Quell’inferno di escremento liquido lo conosco. Non lo attraverso mai da solo: il male, quand’è allo stato puro, è pericolosissimo, altamente scivoloso, non è mai uno scherzo. Quando lo è, è uno scherzo idiota, da idioti. Lo attraverso spesso in compagnia di un uomo: è pure prete, ma ciò che conta è l’uomo che è. Sono oltre due decadi che, da autodidatta, sfida il male faccia a faccia. “È sempre su per il computer. Non ha altro da fare?”, dicono i suoi detrattori. Che sono tanti e pure importanti (nelle misure di quaggiù). Dicono la nuda verità, visto che don Fortunato Di Noto, siciliano di mare aperto, sfida Lucifero a colpi di clic.

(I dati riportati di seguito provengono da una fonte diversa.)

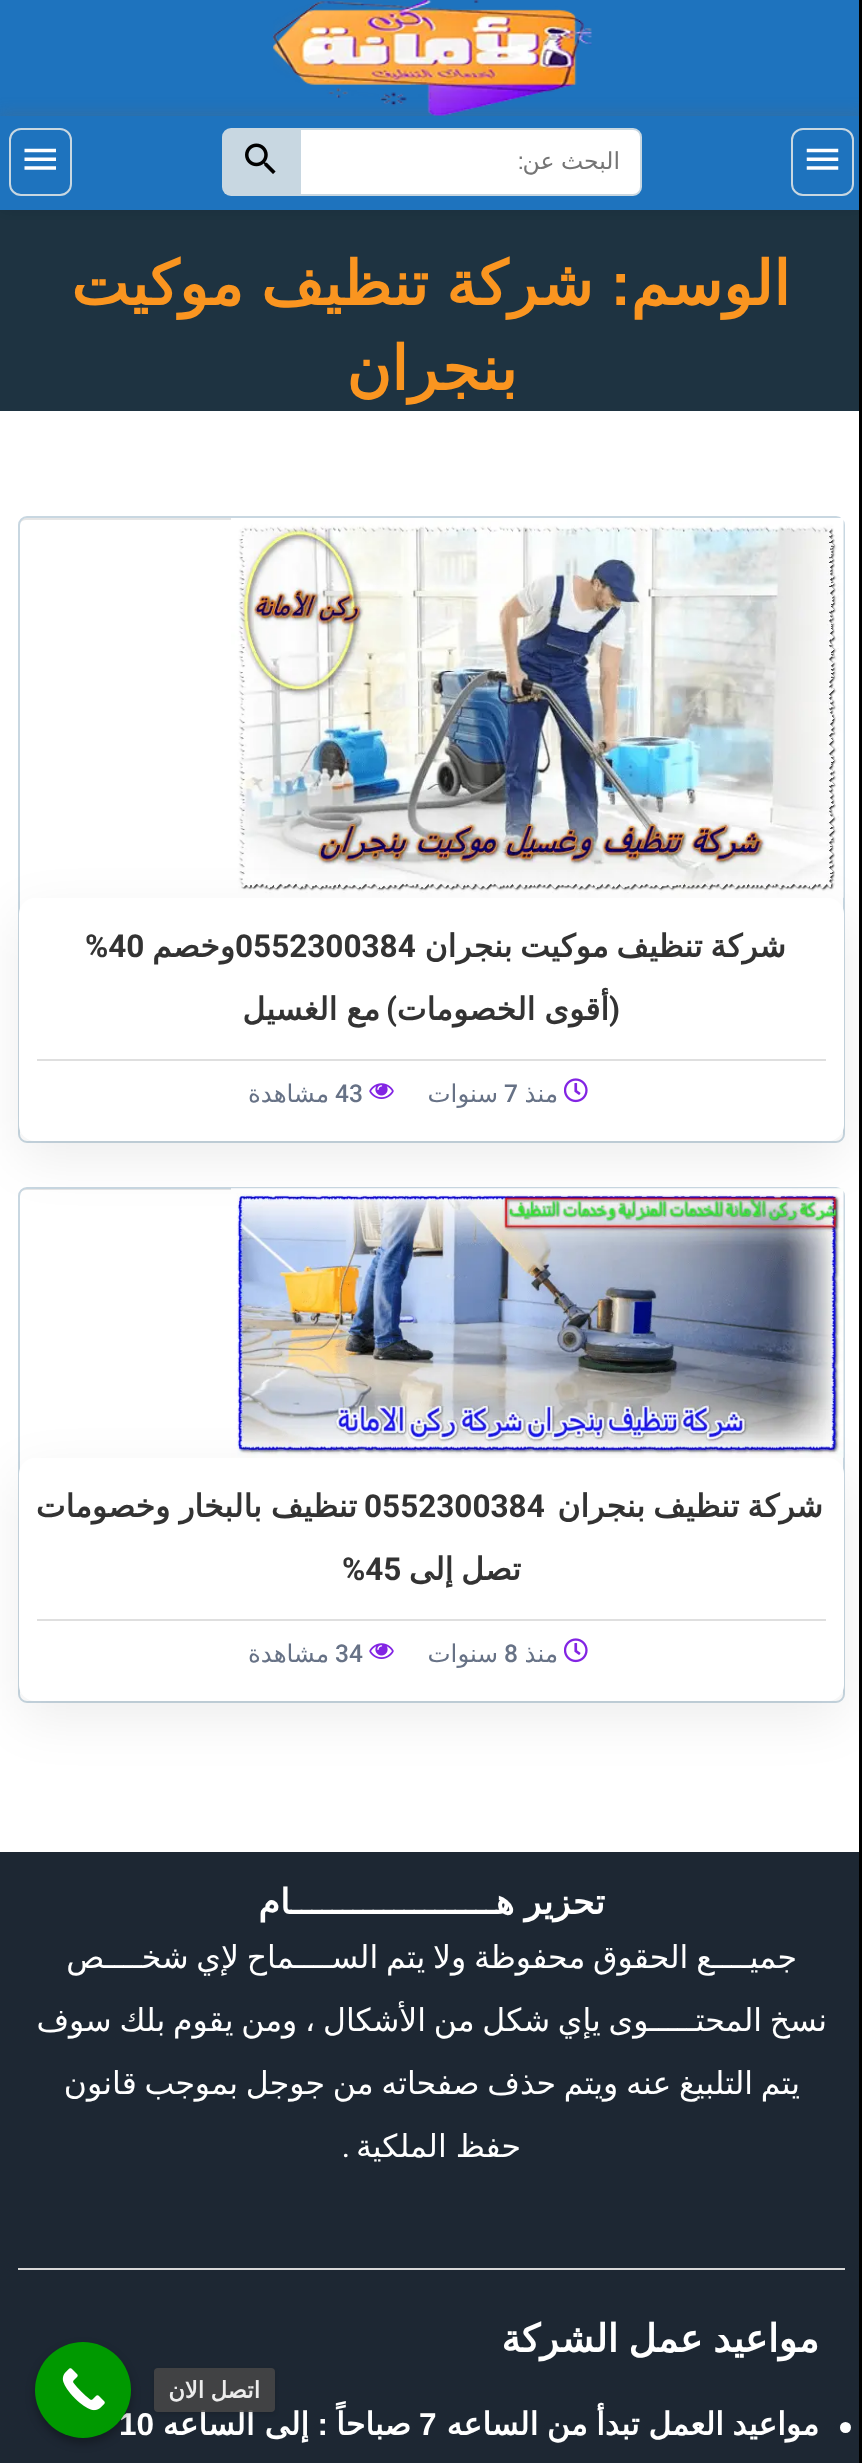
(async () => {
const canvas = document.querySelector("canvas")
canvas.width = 862
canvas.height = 2463
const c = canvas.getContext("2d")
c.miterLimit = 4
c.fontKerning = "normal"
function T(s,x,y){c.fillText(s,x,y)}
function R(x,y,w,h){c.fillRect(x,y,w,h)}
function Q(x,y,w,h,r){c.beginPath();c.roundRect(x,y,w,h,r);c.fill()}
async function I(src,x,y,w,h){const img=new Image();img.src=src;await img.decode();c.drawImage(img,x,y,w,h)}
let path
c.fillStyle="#fff"
R(0,0,862,2463)
c.fillStyle="#1e73be"
R(0,0,859,210)
c.save()
path = new Path2D("M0 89h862v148h-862zm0 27h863v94h-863z")
c.clip(path,"evenodd")
c.fillStyle="#6464644d"
c.filter="blur(8px)"
c.beginPath()
c.rect(-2,114,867,98)
c.fill()
c.filter="none"
c.restore()
c.fillStyle="#e6e6e6"
path = new Path2D("M26 520h810c4 0 8 3 8 7v-2c0-4-3-7-7-7h-811c-4 0-7 3-7 7v2c0-4 3-7 7-7z")
c.fill(path)
c.beginPath()
c.roundRect(19,517,825,625,8)
c.strokeStyle="#c8d7e1"
c.lineWidth=2
c.stroke()
await I("5.png",231,518,613,380)
path = new Path2D("M26 1190h810c4 0 8 3 8 7v-2c0-4-3-7-7-7h-811c-4 0-7 3-7 7v2c0-4 3-7 7-7z")
c.fill(path)
c.beginPath()
c.roundRect(19,1188,825,514,8)
c.stroke()
await I("8.png",231,1188,613,270)
c.fillStyle="#00000012"
c.filter="blur(26px)"
c.beginPath()
c.roundRect(19,915,825,244,16)
c.fill()
c.filter="none"
c.filter="blur(26px)"
c.beginPath()
c.roundRect(19,1475,825,244,16)
c.fill()
c.filter="none"
c.fillStyle="#000"
R(859,0,3,2463)
await I("1.png",273,0,319,116)
c.beginPath()
c.roundRect(792,129,61,66,11)
c.stroke()
await I("2.png",806,148,33,22)
c.fillStyle="#fff"
c.beginPath()
c.roundRect(300,129,341,66,[0,8,8,0])
c.fill()
c.stroke()
c.wordSpacing="-1px"
c.direction="rtl"
c.font="23.5px DejaVu Sans"
c.fillStyle="#757575"
T("البحث عن",620,169)
c.wordSpacing="0px"
c.font="23.5px Liberation Sans"
T(":",524,169)
c.fillStyle="#c8d7e1"
c.beginPath()
c.roundRect(222,128,77,68,[9,0,0,9])
c.fill()
await I("3.png",245,143,31,31)
c.beginPath()
c.roundRect(10,129,61,66,11)
c.stroke()
await I("4.png",24,148,32,22)
c.fillStyle="#042033de"
R(0,210,859,201)
c.fillStyle="#00000026"
R(0,210,859,201)
c.font="bold 61.25px DejaVu Sans"
c.fillStyle="#fa9520"
T("الوسم",790,305)
c.font="bold 61.25px Liberation Sans"
T(":",631,305)
c.wordSpacing="-2px"
c.font="bold 61.25px DejaVu Sans"
T("شركة تنظيف موكيت",593,305)
c.wordSpacing="0px"
T("بنجران",517,390)
c.fillStyle="#fff"
Q(19,898,825,243,16)
c.wordSpacing="-2.25px"
c.font="bold 31.5px DejaVu Sans"
c.fillStyle="#333"
T("شركة تنظيف موكيت بنجران",786,957)
c.wordSpacing="0px"
c.direction="ltr"
c.font="bold 31.5px Roboto"
T("0552300384",235,957)
c.direction="rtl"
c.font="bold 31.5px DejaVu Sans"
T("وخصم",235,957)
c.direction="ltr"
c.font="bold 31.5px Roboto"
T("%40",85,957)
c.direction="rtl"
T("(",620,1020)
c.wordSpacing="-1px"
c.font="bold 31.5px DejaVu Sans"
T("أقوى الخصومات",609,1020)
c.wordSpacing="0px"
c.font="bold 31.5px Roboto"
T(")",397,1020)
c.wordSpacing="-1px"
c.font="bold 31.5px DejaVu Sans"
T("مع الغسيل",380,1020)
c.fillStyle="#dfdfdf"
R(37,1059,789,2)
await I("6.png",564,1078,24,25)
c.wordSpacing="0px"
c.font="24.5px DejaVu Sans"
c.fillStyle="#677286"
T("منذ",558,1102)
c.direction="ltr"
c.font="500 24.5px Roboto"
T("7",504,1102)
c.direction="rtl"
c.font="24.5px DejaVu Sans"
T("سنوات",498,1102)
await I("7.png",369,1083,25,16)
c.direction="ltr"
c.font="500 24.5px Roboto"
T("43",335,1102)
c.direction="rtl"
c.font="24.5px DejaVu Sans"
T("مشاهدة",329,1102)
c.fillStyle="#fff"
Q(19,1458,825,243,16)
c.wordSpacing="-2px"
c.font="bold 31.5px DejaVu Sans"
c.fillStyle="#333"
T("شركة تنظيف بنجران",823,1517)
c.wordSpacing="0px"
c.direction="ltr"
c.font="bold 31.5px Roboto"
T("0552300384",364,1517)
c.wordSpacing="-1px"
c.direction="rtl"
c.font="bold 31.5px DejaVu Sans"
T("تنظيف بالبخار وخصومات",357,1517)
c.wordSpacing="-2.25px"
T("تصل إلى",521,1580)
c.wordSpacing="0px"
c.direction="ltr"
c.font="bold 31.5px Roboto"
T("%45",342,1580)
c.fillStyle="#dfdfdf"
R(37,1619,789,2)
await I("6.png",564,1638,24,25)
c.direction="rtl"
c.font="24.5px DejaVu Sans"
c.fillStyle="#677286"
T("منذ",558,1662)
c.direction="ltr"
c.font="500 24.5px Roboto"
T("8",504,1662)
c.direction="rtl"
c.font="24.5px DejaVu Sans"
T("سنوات",498,1662)
await I("7.png",369,1643,25,16)
c.direction="ltr"
c.font="500 24.5px Roboto"
T("34",335,1662)
c.direction="rtl"
c.font="24.5px DejaVu Sans"
T("مشاهدة",329,1662)
c.fillStyle="#1d2733"
R(0,1852,859,611)
c.fillStyle="#d8d8d8"
R(18,2268,827,2)
c.wordSpacing="-1px"
c.font="bold 35px DejaVu Sans"
c.fillStyle="#fff"
T("تحزير هــــــــــــــــــــام",605,1914)
c.wordSpacing="-2.25px"
c.font="31.5px DejaVu Sans"
T("جميــــع الحقوق محفوظة ولا يتم الســــماح لإي شخــــص",797,1968)
T("نسخ المحتـــــوى يإي شكل من الأشكال ، ومن يقوم بلك سوف",827,2031)
T("يتم التلبيغ عنه ويتم حذف صفحاته من جوجل بموجب قانون",800,2094)
c.wordSpacing="-1px"
T("حفظ الملكية",521,2157)
c.wordSpacing="0px"
c.font="31.5px Roboto"
T(".",350,2157)
c.wordSpacing="-2px"
c.font="bold 38.5px DejaVu Sans"
T("مواعيد عمل الشركة",819,2352)
c.beginPath()
c.arc(845.5,2427.5,5.5,0,7)
c.fill()
c.wordSpacing="-1.5px"
c.font="bold 31.5px DejaVu Sans"
T("مواعيد العمل تبدأ من الساعه",819,2435)
c.wordSpacing="0px"
c.direction="ltr"
c.font="bold 31.5px Liberation Sans"
T("7",419,2435)
c.direction="rtl"
c.font="bold 31.5px DejaVu Sans"
T("صباحاً",411,2435)
c.font="bold 31.5px Liberation Sans"
T(":",328,2435)
c.font="bold 31.5px DejaVu Sans"
T("إلى الساعه",309,2435)
c.direction="ltr"
c.font="bold 31.5px Liberation Sans"
T("10",119,2435)
c.fillStyle="#0000004d"
c.filter="blur(5px)"
c.beginPath()
c.roundRect(35,2347,96,96,48)
c.fill()
c.filter="none"
c.fillStyle="#090"
c.beginPath()
c.arc(83,2390,48,0,7)
c.fill()
await I("9.png",62,2368,43,43)
c.save()
path = new Path2D("M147 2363h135v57h-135zm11 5h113c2 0 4 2 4 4v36c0 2-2 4-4 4h-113c-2 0-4-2-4-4v-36c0-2 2-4 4-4z")
c.clip(path,"evenodd")
c.fillStyle="#00000026"
c.filter="blur(2px)"
c.beginPath()
c.roundRect(154,2370,121,43,4)
c.fill()
c.filter="none"
c.restore()
c.fillStyle="#464646e6"
Q(154,2368,121,44,4)
c.wordSpacing="-1px"
c.direction="rtl"
c.font="bold 22.75px DejaVu Sans"
c.fillStyle="#ececec"
T("اتصل الان",260,2398)
})()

Perché quest’uomo lo sa che il male è furbo: cacciato dalla porta del reale, è rientrato per la porta del virtuale. Quel mondo che, per quanto lo si vieti, non è mai vietato ai minori di nessuna età: terra di nessuno, zona franca, spazio aperto. E i bambini, nel frattempo, annegano, sprofondano. Annaspano ruggendo. Una volta sola ho visto, in sua compagnia, uno di quei video luridi che lui, minacciato di vedersi la testa spaccata, continua a denunciare: sono passati tredici anni, ma lo schifo mi è ancora attaccato nello sguardo. Non pensavo si potesse alzare l’asticella così in basso. Alzarla in basso: è l’esatta sproporzione di un’anima che si è persa. Il peso della missione di don Fortunato Di Noto abita tutto qui: risvegliare il mondo — anche della nostra amabile e contestabile Chiesa — da questo coma prima che diventi irreversibile. Prima che sia troppo tardi. Oggi, grazie alla testardaggine di quest’uomo violento col male, si celebra la 22esima Giornata dei Bambini Vittime. Ogni anno è la stessa domanda ad affacciarsi: “Serve poco parlare: bisogna fare”. È la domanda più imbecille che sia mai stata scritta in italiano. Per due motivi: perché pregare non è parlare, è importunare Dio. Gettargli addosso tutto il dramma bambino: “Non ce la facciamo più! Solo Dio potrà liberarci da questo inferno”. Poi – visto che anche il cuore è organo riproduttivo, sia maschile che femminile – pregare è stringere la mano a questo eroe solitario (anche se la sua è una squadra d’assalto) di nome Fortunato, don. Se solo sapessi che poi mi ritorna in vita, vorrei vedere anticipata la sua Don Marco Pozza 89 fine, quella che da anni è in fase di costruzione avanzata. Lo vorrei sapere morto − per un istante, però − perché l’uomo potesse fiutare che i cani fedeli al padrone abbaiano quando il nemico forza la serratura. Gli altri cani, quelli che di fronte ai banditi non abbaiano, sono cani-drogati. Il male è un sogno-drogato. Anche il Papa, oggi, si unirà alle litanie bambine di Associazione Meter: chi frequenta Cristo, sa bene che, nell’oscurità, o si maledice il buio o si accende un fiammifero. Il fiammifero di don Fortunato”.